スリンキーなんてカクテルは聞いたことがないと仰せの大兄がほとんどだと思う。なにしろ、スティーヴ・ハミルトンの「狩りの風よ吹け」に登場する元メジャー・リーガー、ランディ・ウィルキンズの創作カクテルなのだから、ご存じなくて当然。スリンキーとはランディの決め球のことで、スライダーの強烈なやつだと思えばいいだろう。
「いや、おれが発明した酒の話しだ」ランディは言った。「スリンキー。もう投げられないんだから、いまは飲むしかない」
「きいてもだぶん後悔するだろうが、それはなんだ」
「簡単だよ。ウォッカをルートビアで割るのさ。試してみるかい」
「やめておく」
(中略)
「この酒の効用を知ってるかい」
「ネズミを殺すのか」
「カウンターでとびきりの美女を見つけたら、近づいていって女の横に立ち、スリンキーを注文する。成功まちがいなしだ」
わたしはだまっていた。
「バーテンダーはそれがなんだか知らないから、こっちが作り方を教えてやらなきゃならない。そこにある最高級のウォッカを使うといい。できればチャデロイ。こいつはほかのウォッカとちがって、活性炭で濾過してないんだ。女は横で耳を傾けてる。
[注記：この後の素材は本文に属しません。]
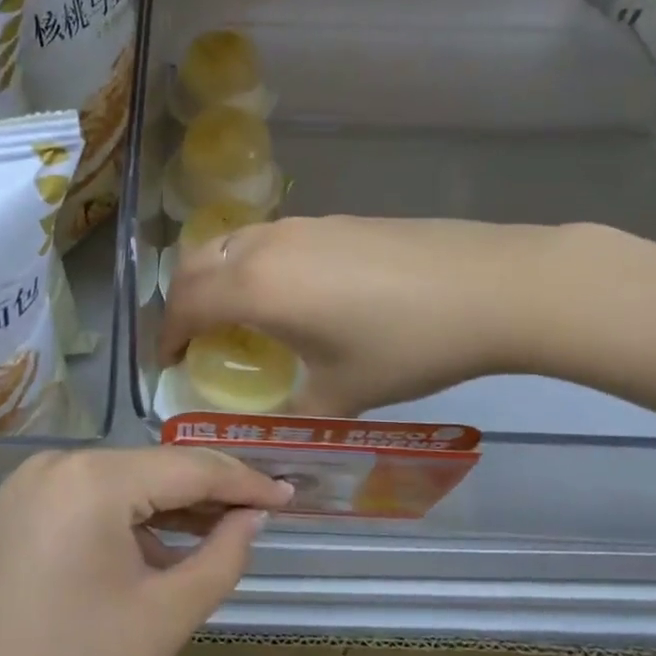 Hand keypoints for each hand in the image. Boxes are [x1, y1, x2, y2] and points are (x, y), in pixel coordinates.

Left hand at [0, 448, 291, 655]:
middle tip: (261, 512)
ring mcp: (30, 481)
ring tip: (220, 528)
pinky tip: (157, 544)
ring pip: (120, 482)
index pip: (187, 467)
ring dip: (167, 506)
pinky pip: (87, 497)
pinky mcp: (16, 506)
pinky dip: (126, 516)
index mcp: (93, 479)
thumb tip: (252, 518)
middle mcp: (58, 462)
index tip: (288, 494)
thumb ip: (222, 557)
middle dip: (207, 492)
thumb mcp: (165, 616)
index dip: (243, 480)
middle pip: (152, 469)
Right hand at [160, 215, 569, 416]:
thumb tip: (273, 435)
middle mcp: (265, 246)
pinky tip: (290, 294)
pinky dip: (253, 264)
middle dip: (182, 300)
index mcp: (255, 287)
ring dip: (217, 276)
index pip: (185, 305)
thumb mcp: (344, 393)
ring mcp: (300, 226)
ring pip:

ウォッカとルートビア? どんな男がウォッカとルートビアを飲むのかしら。女は振り返ってこちらを見る。おれは微笑みを返し、無言のうちに語りかける。自分は垢抜けた成功者だ。だから店で最上のウォッカを飲む。その一方で、いまだ少年の心を忘れていない。だからルートビアを飲む、とな。女がカクテルの名前の由来を尋ねると、おれは自分がかつてメジャーの投手で、スリンキーは当時の決め球だったと教える。百戦百勝さ」
と、いうわけだが、ここで問題になるのがルートビアなるもの。ビアとは名ばかりでアルコールの入ってない清涼飲料水で、薬草類の根(ルート)のエッセンスを調合したものという意味と、かの禁酒法時代にそれに替わるアルコールを含まないビールとして売り出された歴史的な背景に由来するようだ。
「狩りの風よ吹け」の主人公アレックス・マクナイトによれば、なんともおぞましい味だそうだが、野球の心得が少しある方は、ランディの言うとおりに百戦百勝となるか、試されてはいかがだろうか。
ちなみに、バーボンをビールで割ったものは「ボイラー・メーカー」といってれっきとしたカクテルだ。題名は忘れてしまったが、映画の中でジョン・ウェインが飲んでいたぐらいだから由緒正しい。